## Limb landmark coordinates
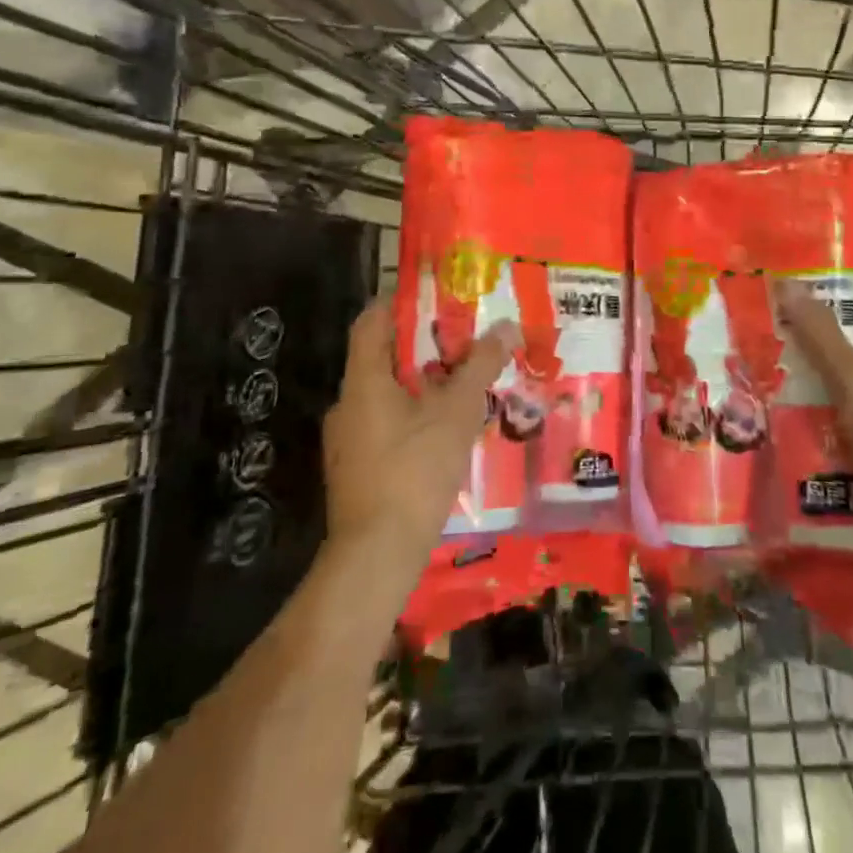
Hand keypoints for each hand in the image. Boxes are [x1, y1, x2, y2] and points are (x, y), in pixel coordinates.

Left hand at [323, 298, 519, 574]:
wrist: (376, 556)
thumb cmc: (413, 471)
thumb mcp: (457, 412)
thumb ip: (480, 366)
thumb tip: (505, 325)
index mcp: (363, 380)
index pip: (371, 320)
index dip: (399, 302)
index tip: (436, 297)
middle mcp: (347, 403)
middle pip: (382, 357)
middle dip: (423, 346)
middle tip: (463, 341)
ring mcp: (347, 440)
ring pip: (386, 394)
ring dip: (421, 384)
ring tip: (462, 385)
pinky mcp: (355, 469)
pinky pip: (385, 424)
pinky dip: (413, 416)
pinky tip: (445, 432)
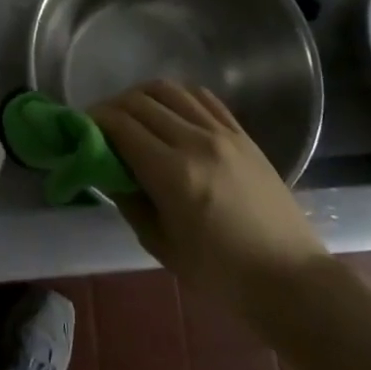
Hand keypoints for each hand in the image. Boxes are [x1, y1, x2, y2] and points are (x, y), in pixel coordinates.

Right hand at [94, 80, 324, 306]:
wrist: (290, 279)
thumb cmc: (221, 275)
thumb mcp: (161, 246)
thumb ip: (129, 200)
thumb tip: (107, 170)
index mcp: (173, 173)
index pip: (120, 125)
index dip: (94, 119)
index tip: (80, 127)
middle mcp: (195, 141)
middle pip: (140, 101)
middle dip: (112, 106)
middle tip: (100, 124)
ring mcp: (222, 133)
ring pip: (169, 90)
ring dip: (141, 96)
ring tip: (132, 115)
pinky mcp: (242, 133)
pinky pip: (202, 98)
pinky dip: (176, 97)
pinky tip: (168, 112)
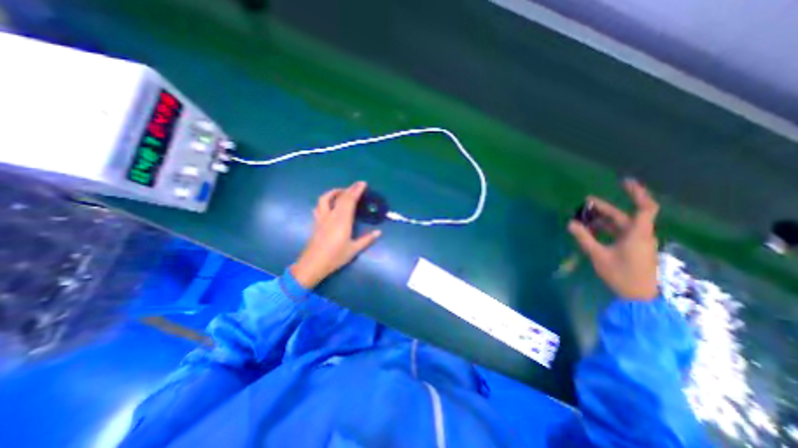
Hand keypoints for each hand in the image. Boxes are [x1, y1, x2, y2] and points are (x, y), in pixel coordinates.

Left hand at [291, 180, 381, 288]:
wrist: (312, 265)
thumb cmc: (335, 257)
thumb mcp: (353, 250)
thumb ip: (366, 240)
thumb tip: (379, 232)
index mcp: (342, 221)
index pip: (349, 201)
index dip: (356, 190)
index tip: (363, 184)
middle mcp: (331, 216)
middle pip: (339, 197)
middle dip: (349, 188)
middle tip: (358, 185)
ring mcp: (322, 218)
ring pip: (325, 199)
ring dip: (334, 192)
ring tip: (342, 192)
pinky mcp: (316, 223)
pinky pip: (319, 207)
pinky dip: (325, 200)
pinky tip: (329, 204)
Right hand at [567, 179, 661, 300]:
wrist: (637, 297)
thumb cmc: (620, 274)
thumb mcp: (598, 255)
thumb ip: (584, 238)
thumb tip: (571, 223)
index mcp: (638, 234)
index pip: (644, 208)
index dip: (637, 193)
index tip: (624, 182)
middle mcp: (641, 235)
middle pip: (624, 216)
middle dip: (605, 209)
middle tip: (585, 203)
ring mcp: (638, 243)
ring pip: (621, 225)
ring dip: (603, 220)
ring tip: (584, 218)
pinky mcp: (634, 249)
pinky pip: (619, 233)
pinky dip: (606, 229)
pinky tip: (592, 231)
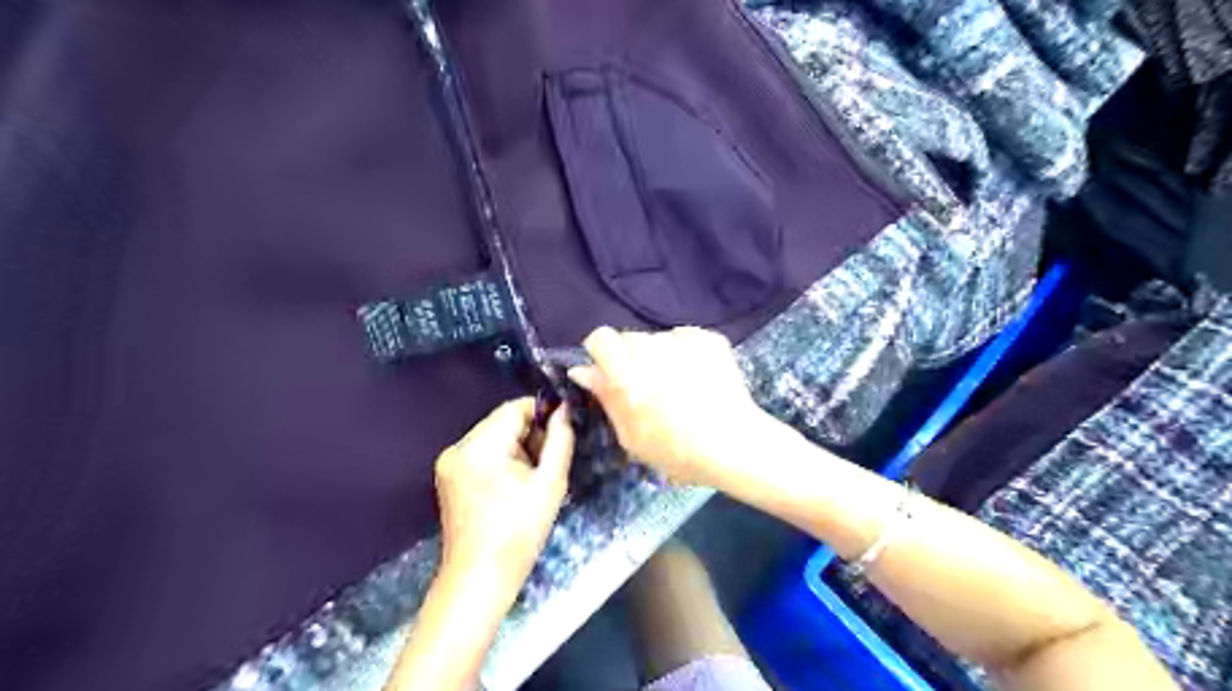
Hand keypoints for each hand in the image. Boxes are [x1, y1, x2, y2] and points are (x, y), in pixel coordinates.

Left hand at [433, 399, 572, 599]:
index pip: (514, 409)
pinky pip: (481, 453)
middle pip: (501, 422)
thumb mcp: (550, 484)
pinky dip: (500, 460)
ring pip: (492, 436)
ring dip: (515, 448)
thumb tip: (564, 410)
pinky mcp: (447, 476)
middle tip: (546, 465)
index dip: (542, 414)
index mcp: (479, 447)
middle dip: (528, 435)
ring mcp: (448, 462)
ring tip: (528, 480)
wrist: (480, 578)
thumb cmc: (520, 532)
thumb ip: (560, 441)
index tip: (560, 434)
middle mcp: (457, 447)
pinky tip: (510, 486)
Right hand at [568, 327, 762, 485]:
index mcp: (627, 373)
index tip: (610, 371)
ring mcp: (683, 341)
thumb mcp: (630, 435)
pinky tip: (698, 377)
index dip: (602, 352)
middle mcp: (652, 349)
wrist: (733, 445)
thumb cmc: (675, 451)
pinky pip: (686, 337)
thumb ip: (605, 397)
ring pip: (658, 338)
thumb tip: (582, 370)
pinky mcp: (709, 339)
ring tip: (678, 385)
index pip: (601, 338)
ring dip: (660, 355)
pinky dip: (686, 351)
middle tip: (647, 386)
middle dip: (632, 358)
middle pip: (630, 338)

## WHAT TO DO
From the first line to the last, repeat the records exactly, leaving out the pictures.

## SOLVED EXERCISE
Hand keypoints for each hand in the image. Boxes are [x1, y1, x2, y2] and points are (x, y), in pixel coordinates.

Left hand at [323, 298, 519, 574]:
wrist: (376, 556)
thumb cmc: (413, 471)
thumb mcp: (457, 412)
thumb ip: (480, 366)
thumb tip: (505, 325)
index mcp: (363, 380)
index pip: (371, 320)
index dip: (399, 302)
index tip: (436, 297)
middle mcp: (347, 403)
middle pip: (382, 357)
middle dip: (423, 346)
middle tip: (463, 341)
ring mcp: (347, 440)
ring pip: (386, 394)
ring dip: (421, 384)
ring tip: (462, 385)
pinky mcp: (355, 469)
pinky pip: (385, 424)
pinky dip: (413, 416)
pinky tip: (445, 432)
Hand keypoints for each hand in the image. Boxes are [x1, y1, x2, y2] and points are (x, y), in pixel coordinates.

Right hand at [94, 80, 324, 306]:
wrist: (290, 279)
thumb cmc: (221, 275)
thumb mcp: (161, 246)
thumb ip: (129, 200)
thumb tip: (107, 170)
index mcp: (173, 173)
index pip: (120, 125)
index dip: (94, 119)
index tip: (80, 127)
middle mcp: (195, 141)
middle pip: (140, 101)
middle dip: (112, 106)
middle tip: (100, 124)
ring mcp: (222, 133)
ring pip: (169, 90)
ring dip: (141, 96)
ring tip: (132, 115)
pinky mcp: (242, 133)
pinky pip: (202, 98)
pinky dip: (176, 97)
pinky tip: (168, 112)
Hand keypoints for each hand in the image. Boxes are [x1, y1, x2, y2] and points are (x, y), in pixel coordinates.

Left hand at [291, 180, 381, 288]:
wrist: (312, 265)
thumb cmc: (335, 257)
thumb mcp: (353, 250)
thumb ip: (366, 240)
thumb tip: (379, 232)
index mcp: (342, 221)
index pip: (349, 201)
index dip: (356, 190)
index tip: (363, 184)
middle mcp: (331, 216)
middle pip: (339, 197)
middle dip: (349, 188)
middle tip: (358, 185)
ring mcp: (322, 218)
ring pip: (325, 199)
ring dip: (334, 192)
ring tip: (342, 192)
pinky mcp: (316, 223)
pinky pip: (319, 207)
pinky dip: (325, 200)
pinky tip: (329, 204)
Right hand at [567, 179, 661, 300]:
wrist: (637, 297)
thumb cmc: (620, 274)
thumb mcp: (598, 255)
thumb ip: (584, 238)
thumb tip: (571, 223)
index mcp: (638, 234)
index pip: (644, 208)
index dip: (637, 193)
index tip: (624, 182)
middle mcp: (641, 235)
middle pip: (624, 216)
middle dip: (605, 209)
middle tip: (585, 203)
ring mcp: (638, 243)
ring pip: (621, 225)
ring dip: (603, 220)
ring tip: (584, 218)
pinky mcp: (634, 249)
pinky pip: (619, 233)
pinky dip: (606, 229)
pinky tip: (592, 231)
Hand keypoints for each hand in the image. Boxes are [x1, y1, x2, y2] and points are (x, y), in pixel coordinates.

Left hand at [433, 399, 572, 599]:
index pip: (514, 409)
pinky pip: (481, 453)
middle pip: (501, 422)
thumb mcp: (550, 484)
pinky dip: (500, 460)
ring pip: (492, 436)
ring dip: (515, 448)
thumb tip: (564, 410)
pinky mcp: (447, 476)
middle tip: (546, 465)
index dip: (542, 414)
index mcp: (479, 447)
middle dip: (528, 435)
ring mcp: (448, 462)
ring tip: (528, 480)
wrist: (480, 578)
thumb cmc: (520, 532)
thumb ip: (560, 441)
index tip: (560, 434)
middle mcp: (457, 447)
pinky tip: (510, 486)
Right hand at [568, 327, 762, 485]:
index mcp: (627, 373)
index tip: (610, 371)
ring mcp: (683, 341)
thumb mcp: (630, 435)
pinky tip: (698, 377)
index dip: (602, 352)
middle mcp: (652, 349)
wrist: (733, 445)
thumb cmc: (675, 451)
pinky pip: (686, 337)
thumb ip: (605, 397)
ring pip: (658, 338)
thumb tip: (582, 370)
pinky mcp: (709, 339)
ring tip: (678, 385)
index pip: (601, 338)
ring dip: (660, 355)
pinky dip: (686, 351)
middle tip: (647, 386)
middle dip: (632, 358)
middle pip: (630, 338)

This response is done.